GIVEN RECORDS Start Marker

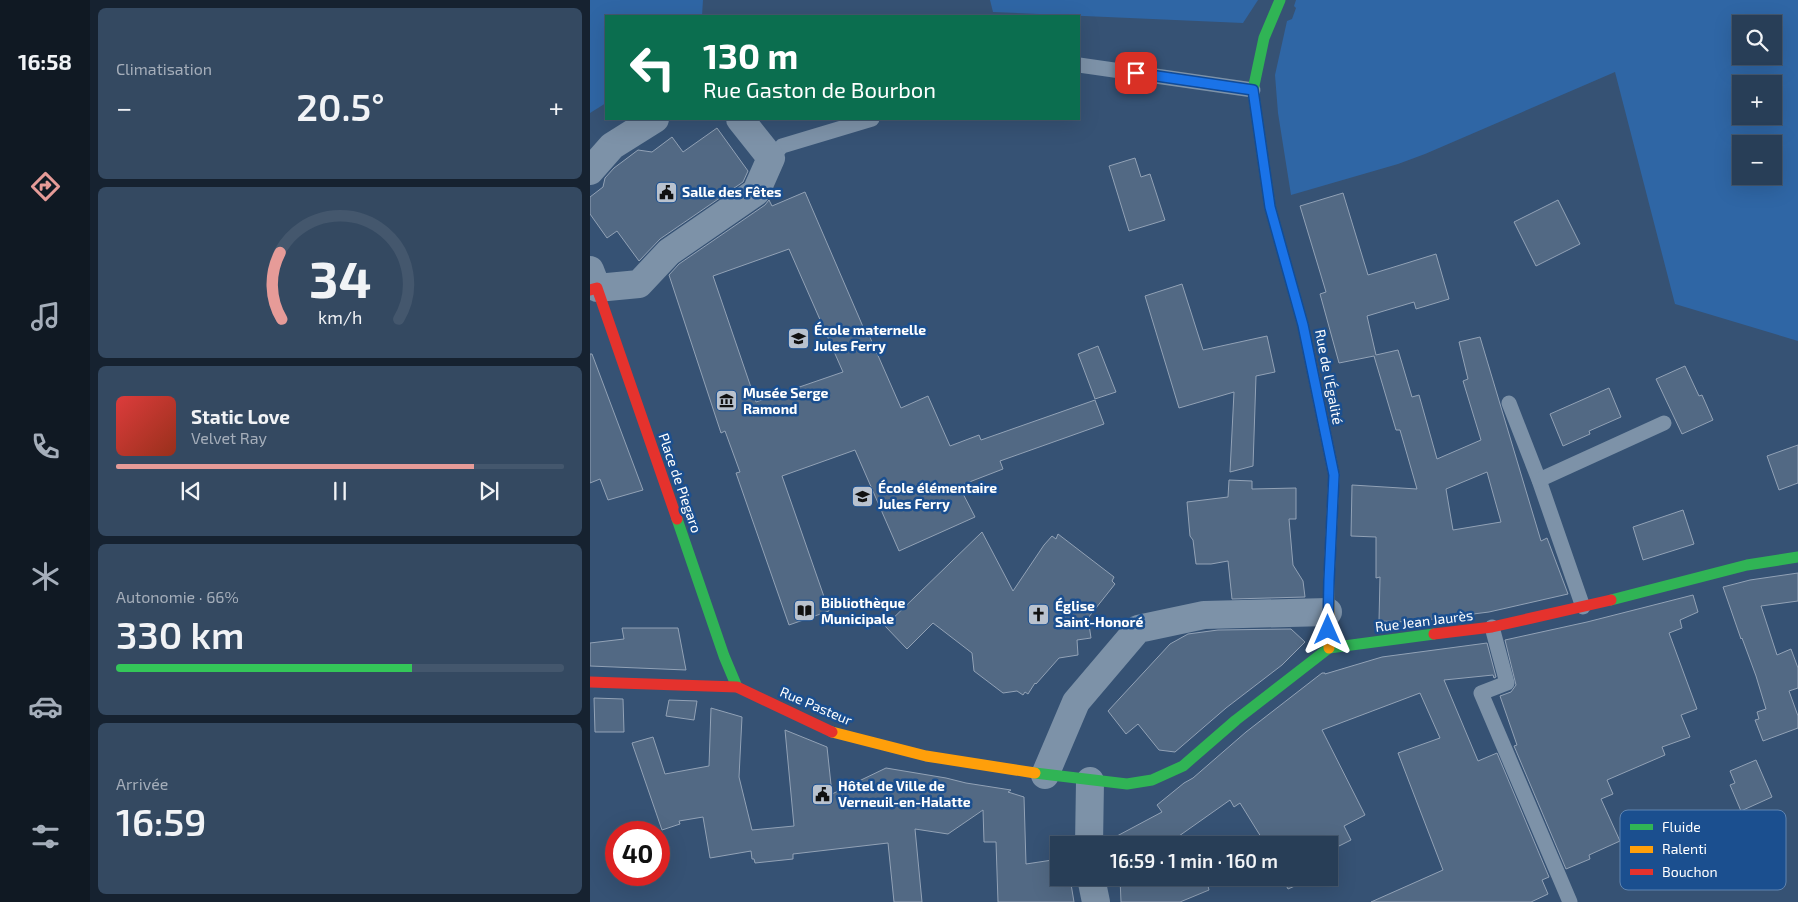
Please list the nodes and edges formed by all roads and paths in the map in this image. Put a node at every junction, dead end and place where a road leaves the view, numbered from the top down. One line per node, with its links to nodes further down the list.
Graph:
1 (1280, 0): 3 (street, Rue de l'Égalité)
2 (1080, 65): 3 (lane)
3 (1253, 90): 15 (street, Rue de l'Égalité)
4 (653, 120): 8 (street)
5 (741, 120): 7 (street)
6 (869, 120): 7 (lane)
7 (771, 158): 9 (street)
8 (590, 170)
9 (592, 283): 19 (street, Place de Piegaro)
10 (1509, 404): 12 (lane)
11 (1664, 422): 12 (lane)
12 (1539, 480): 14 (lane)
13 (1798, 557): 14 (street, Rue Jean Jaurès)
14 (1583, 608): 16 (street, Rue Jean Jaurès)
15 (1328, 612): 17 (street, Rue de l'Égalité); 20 (street)
16 (1492, 627): 17 (street, Rue Jean Jaurès); 25 (lane)
17 (1328, 648): 21 (street)
18 (590, 682): 19 (street, Rue Pasteur)
19 (737, 687): 20 (street, Rue Pasteur)
20 (1045, 775): 21 (street, Rue Pasteur)
21 (1090, 781): 22 (street)
22 (1089, 836)
23 (1093, 886): 24 (street)
24 (1096, 902)
25 (1570, 902)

GIVEN RECORDS End Marker

### DIRECTIONS FOR THIS TASK
With every picture removed, give the entries above again exactly.

### FINISHED TASK
Please list the nodes and edges formed by all roads and paths in the map in this image. Put a node at every junction, dead end and place where a road leaves the view, numbered from the top down. One line per node, with its links to nodes further down the list.
Graph:
1 (1280, 0): 3 (street, Rue de l'Égalité)
2 (1080, 65): 3 (lane)
3 (1253, 90): 15 (street, Rue de l'Égalité)
4 (653, 120): 8 (street)
5 (741, 120): 7 (street)
6 (869, 120): 7 (lane)
7 (771, 158): 9 (street)
8 (590, 170)
9 (592, 283): 19 (street, Place de Piegaro)
10 (1509, 404): 12 (lane)
11 (1664, 422): 12 (lane)
12 (1539, 480): 14 (lane)
13 (1798, 557): 14 (street, Rue Jean Jaurès)
14 (1583, 608): 16 (street, Rue Jean Jaurès)
15 (1328, 612): 17 (street, Rue de l'Égalité); 20 (street)
16 (1492, 627): 17 (street, Rue Jean Jaurès); 25 (lane)
17 (1328, 648): 21 (street)
18 (590, 682): 19 (street, Rue Pasteur)
19 (737, 687): 20 (street, Rue Pasteur)
20 (1045, 775): 21 (street, Rue Pasteur)
21 (1090, 781): 22 (street)
22 (1089, 836)
23 (1093, 886): 24 (street)
24 (1096, 902)
25 (1570, 902)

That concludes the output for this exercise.